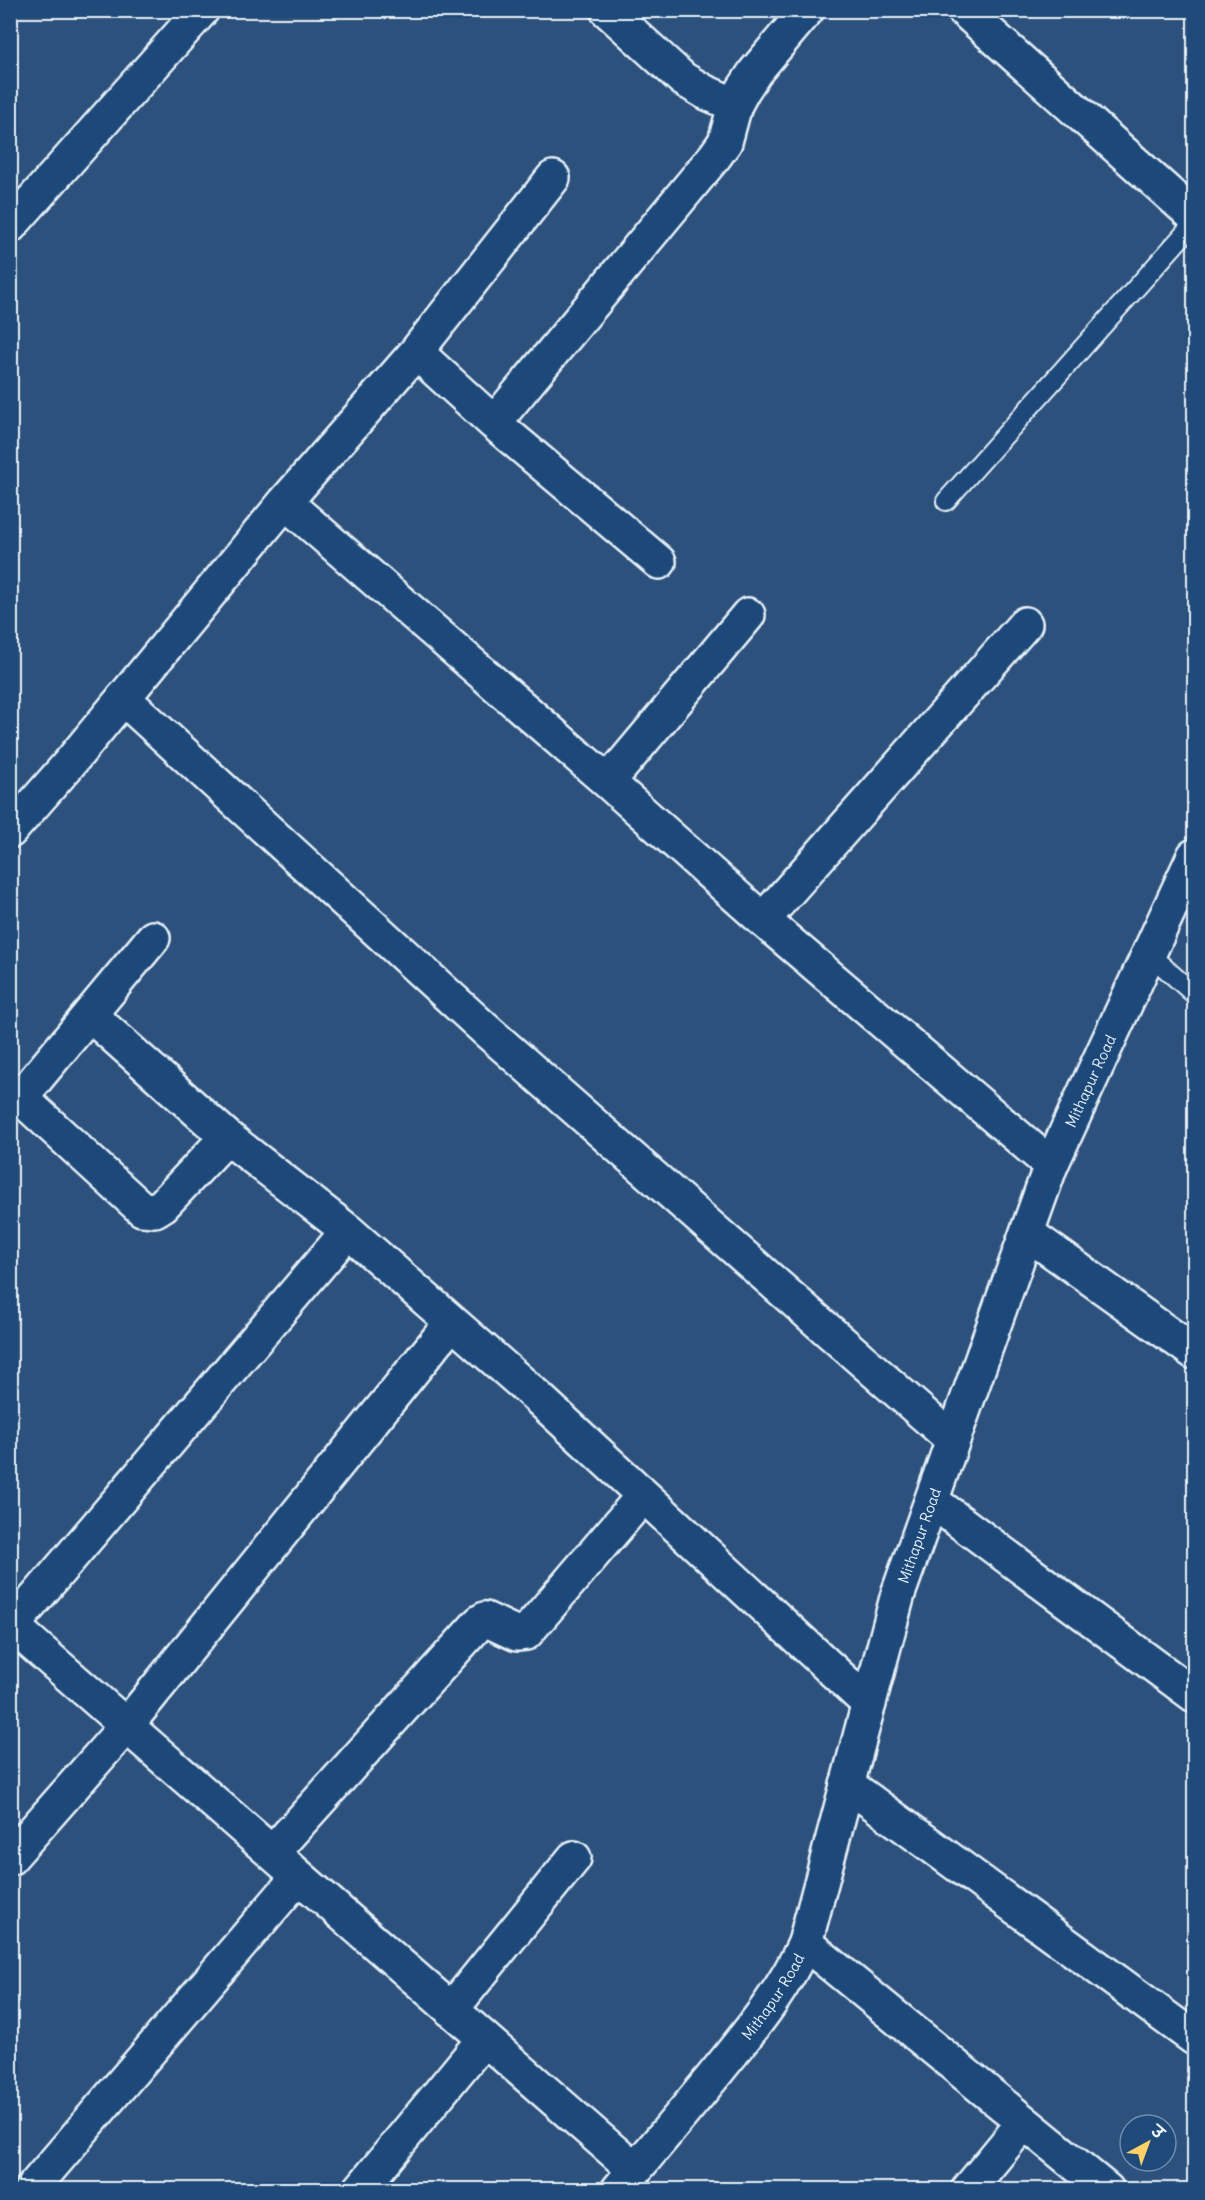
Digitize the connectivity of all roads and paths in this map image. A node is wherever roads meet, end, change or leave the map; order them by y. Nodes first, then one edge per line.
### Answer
1 (202, 10) edge
2 (607, 10) edge
3 (807, 10) edge
4 (964, 10) edge
5 (735, 105) junction
6 (554, 178) dead end
7 (1194, 216) edge
8 (1194, 223) edge
9 (10, 226) edge
10 (416, 352) junction
11 (494, 423) junction
12 (946, 501) dead end
13 (285, 502) junction
14 (659, 562) dead end
15 (748, 615) dead end
16 (1025, 624) dead end
17 (123, 698) junction
18 (608, 782) junction
19 (10, 831) edge
20 (1194, 856) edge
21 (763, 920) junction
22 (153, 938) dead end
23 (1149, 954) junction
24 (1194, 994) edge
25 (90, 1015) junction
26 (16, 1092) edge
27 (227, 1137) junction
28 (1051, 1165) junction
29 (348, 1231) junction
30 (1027, 1233) junction
31 (452, 1322) junction
32 (1194, 1352) edge
33 (953, 1440) junction
34 (643, 1496) junction
35 (932, 1501) junction
36 (11, 1625) edge
37 (1194, 1695) edge
38 (869, 1704) junction
39 (126, 1726) junction
40 (847, 1784) junction
41 (272, 1854) junction
42 (10, 1858) edge
43 (574, 1858) dead end
44 (298, 1876) junction
45 (805, 1943) junction
46 (451, 2010) junction
47 (1194, 2038) edge
48 (484, 2039) junction
49 (1024, 2122) junction
50 (626, 2180) edge
51 (31, 2190) edge
52 (360, 2190) edge
53 (968, 2190) edge
54 (1107, 2190) edge

1 - 9 street
2 - 5 street
3 - 5 street
4 - 7 street
5 - 11 street
6 - 10 street
8 - 12 lane
10 - 11 street
10 - 13 street
11 - 14 street
13 - 17 street
13 - 18 street
15 - 18 street
16 - 21 street
17 - 19 street
17 - 33 street
18 - 21 street
20 - 23 street, Mithapur Road
21 - 28 street
22 - 25 street
23 - 24 lane
23 - 28 street, Mithapur Road
25 - 26 street
25 - 27 street
26 - 27 street
27 - 29 street
28 - 30 street, Mithapur Road
29 - 31 street
29 - 36 street
30 - 32 street
30 - 33 street, Mithapur Road
31 - 34 street
31 - 39 street
33 - 35 street, Mithapur Road
34 - 38 street
34 - 41 street
35 - 37 street
35 - 38 street, Mithapur Road
36 - 39 street
38 - 40 street, Mithapur Road
39 - 41 street
39 - 42 street
40 - 45 street, Mithapur Road
40 - 47 street
41 - 44 street
43 - 46 street
44 - 46 street
44 - 51 street
45 - 49 street
45 - 50 street, Mithapur Road
46 - 48 street
48 - 50 street
48 - 52 street
49 - 53 street
49 - 54 street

▶ **EXERCISE AIM**
Once the pictures are set aside, the remaining data must be transcribed exactly.

▶ **YOUR SOLUTION**
Digitize the connectivity of all roads and paths in this map image. A node is wherever roads meet, end, change or leave the map; order them by y. Nodes first, then one edge per line.
### Answer
1 (202, 10) edge
2 (607, 10) edge
3 (807, 10) edge
4 (964, 10) edge
5 (735, 105) junction
6 (554, 178) dead end
7 (1194, 216) edge
8 (1194, 223) edge
9 (10, 226) edge
10 (416, 352) junction
11 (494, 423) junction
12 (946, 501) dead end
13 (285, 502) junction
14 (659, 562) dead end
15 (748, 615) dead end
16 (1025, 624) dead end
17 (123, 698) junction
18 (608, 782) junction
19 (10, 831) edge
20 (1194, 856) edge
21 (763, 920) junction
22 (153, 938) dead end
23 (1149, 954) junction
24 (1194, 994) edge
25 (90, 1015) junction
26 (16, 1092) edge
27 (227, 1137) junction
28 (1051, 1165) junction
29 (348, 1231) junction
30 (1027, 1233) junction
31 (452, 1322) junction
32 (1194, 1352) edge
33 (953, 1440) junction
34 (643, 1496) junction
35 (932, 1501) junction
36 (11, 1625) edge
37 (1194, 1695) edge
38 (869, 1704) junction
39 (126, 1726) junction
40 (847, 1784) junction
41 (272, 1854) junction
42 (10, 1858) edge
43 (574, 1858) dead end
44 (298, 1876) junction
45 (805, 1943) junction
46 (451, 2010) junction
47 (1194, 2038) edge
48 (484, 2039) junction
49 (1024, 2122) junction
50 (626, 2180) edge
51 (31, 2190) edge
52 (360, 2190) edge
53 (968, 2190) edge
54 (1107, 2190) edge

1 - 9 street
2 - 5 street
3 - 5 street
4 - 7 street
5 - 11 street
6 - 10 street
8 - 12 lane
10 - 11 street
10 - 13 street
11 - 14 street
13 - 17 street
13 - 18 street
15 - 18 street
16 - 21 street
17 - 19 street
17 - 33 street
18 - 21 street
20 - 23 street, Mithapur Road
21 - 28 street
22 - 25 street
23 - 24 lane
23 - 28 street, Mithapur Road
25 - 26 street
25 - 27 street
26 - 27 street
27 - 29 street
28 - 30 street, Mithapur Road
29 - 31 street
29 - 36 street
30 - 32 street
30 - 33 street, Mithapur Road
31 - 34 street
31 - 39 street
33 - 35 street, Mithapur Road
34 - 38 street
34 - 41 street
35 - 37 street
35 - 38 street, Mithapur Road
36 - 39 street
38 - 40 street, Mithapur Road
39 - 41 street
39 - 42 street
40 - 45 street, Mithapur Road
40 - 47 street
41 - 44 street
43 - 46 street
44 - 46 street
44 - 51 street
45 - 49 street
45 - 50 street, Mithapur Road
46 - 48 street
48 - 50 street
48 - 52 street
49 - 53 street
49 - 54 street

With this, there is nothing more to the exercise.